The protected builder path is treated as a true negative: an into_sexp( whose element routes through a protect_raw(...) / protect(...) / protect_with_index(...) call (__scope.protect_raw(x.into_sexp())) is not flagged. This is exactly the form the IntoList / DataFrameRow derives emit, and the recommended hand-written fix.

Known limits (false negatives, by design — to keep zero false positives):

  • Only vec![ and &[ literal opens are tracked; bare [ ... ] array literals are not, because a leading [ is ambiguous with indexing (arr[i]). Array-literal sites are rare in this codebase; promote the scanner if one appears.
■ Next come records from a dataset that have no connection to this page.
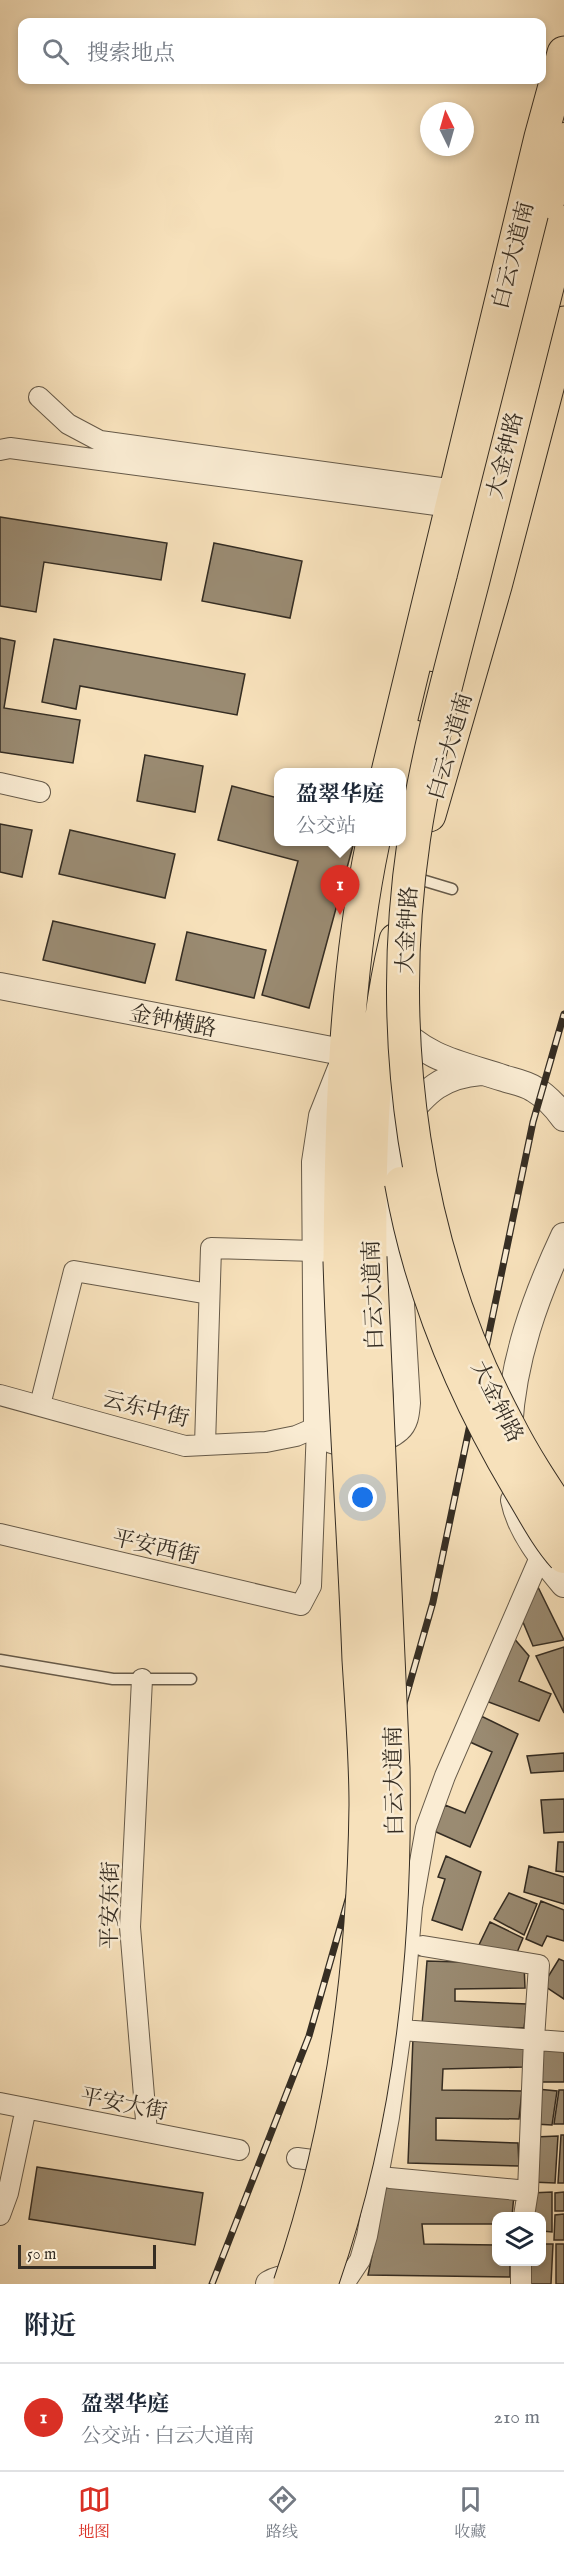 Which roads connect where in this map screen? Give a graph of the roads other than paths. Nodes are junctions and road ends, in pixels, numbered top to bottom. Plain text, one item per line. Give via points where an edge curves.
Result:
1 (564, 53) edge
2 (564, 139) edge
3 (564, 222) edge
4 (564, 322) edge
5 (39, 397) dead end
6 (0, 450) edge
7 (453, 499) junction
8 (389, 768) edge
9 (406, 770) edge
10 (0, 783) edge
11 (40, 792) dead end
12 (372, 846) edge
13 (393, 846) edge
14 (411, 877) junction
15 (452, 889) dead end
16 (0, 986) edge
17 (386, 996) junction
18 (347, 1053) junction
19 (483, 1072) junction
20 (564, 1118) edge
21 (392, 1134) junction
22 (564, 1236) edge
23 (342, 1256) junction
24 (209, 1294) junction
25 (512, 1390) junction
26 (0, 1395) edge
27 (40, 1405) junction
28 (317, 1427) junction
29 (205, 1445) junction
30 (564, 1490) edge
31 (564, 1516) edge
32 (0, 1534) edge
33 (552, 1556) edge
34 (564, 1584) edge
35 (0, 1660) edge
36 (142, 1679) junction
37 (191, 1679) dead end
38 (423, 1946) dead end
39 (402, 2030) junction
40 (534, 2039) junction
41 (564, 2042) edge
42 (0, 2103) edge
43 (26, 2108) junction
44 (147, 2132) junction
45 (239, 2150) dead end
46 (297, 2158) dead end
47 (385, 2174) junction
48 (528, 2191) junction
49 (525, 2212) edge
50 (0, 2215) edge
51 (521, 2266) edge
52 (269, 2284) edge
53 (290, 2284) edge
54 (316, 2284) edge
55 (321, 2284) edge
56 (344, 2284) edge
57 (521, 2284) edge

1 - 7 highway, 白云大道南
2 - 9 main road, 大金钟路
3 - 31 main road, 大金钟路, bridge via 429,757 410,870 403,1008 415,1144 426,1200 452,1291 474,1354 507,1424
4 - 14 highway, 白云大道南 via 492,596
5 - 7 street via 68,424 100,441
6 - 7 street via 10,448
7 - 8 highway, 白云大道南
10 - 11 street
12 - 18 highway, 白云大道南 via 361,911
13 - 33 main road, 大金钟路, bridge via 383,936 384,1039 395,1146 411,1231 445,1338 487,1434 532,1510
14 - 15 lane
14 - 17 highway, 白云大道南
16 - 18 street, 金钟横路
17 - 19 street via 392,1018 414,1044
17 - 21 street
17 - 23 highway, 白云大道南 via 374,1116
18 - 23 highway, 白云大道南
19 - 20 street via 532,1088 556,1106
19 - 21 street via 444,1080 423,1095
21 - 28 street via 406,1418 386,1437 365,1440 334,1440
22 - 25 street via 542,1284
23 - 24 street via 211,1248
23 - 28 street
23 - 53 highway, 白云大道南, bridge via 366,1803 362,1900 341,2085 321,2182
23 - 55 highway, 白云大道南, bridge via 393,1768 394,1829 383,1998 368,2103 349,2193
24 - 27 street via 74,1271
24 - 29 street
25 - 30 street via 516,1414 535,1451
25 - 33 street via 507,1461 515,1505 527,1532
26 - 27 street, 云东中街
27 - 29 street, 云东中街 via 185,1446
28 - 29 street, 云东中街 via 266,1442
28 - 32 street, 平安西街 via 311,1586 301,1605
33 - 34 street
33 - 39 street via 445,1776 426,1828 412,1907
35 - 36 lane via 113,1679
36 - 37 lane
36 - 44 street, 平安东街 via 130,1927
38 - 40 street via 540,1965
39 - 40 street
39 - 47 street
40 - 41 street
40 - 48 street
42 - 43 street, 平安大街
43 - 44 street, 平安大街
43 - 50 street
44 - 45 street, 平安大街
46 - 47 street
47 - 48 street
47 - 56 street via 360,2260
48 - 49 street
51 - 57 street
52 - 54 street via 277,2279 297,2278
  • The protect-detection is per-element and line-local in spirit: an element whose protect(...)/protect_raw(...) wrapper sits on an earlier line than its into_sexp( is still recognised (the flag persists until the next element-separating ,), but a contrived element that opens a protect call yet smuggles an unprotected sibling into_sexp( after the same comma-free span would be missed. No such shape exists in the corpus.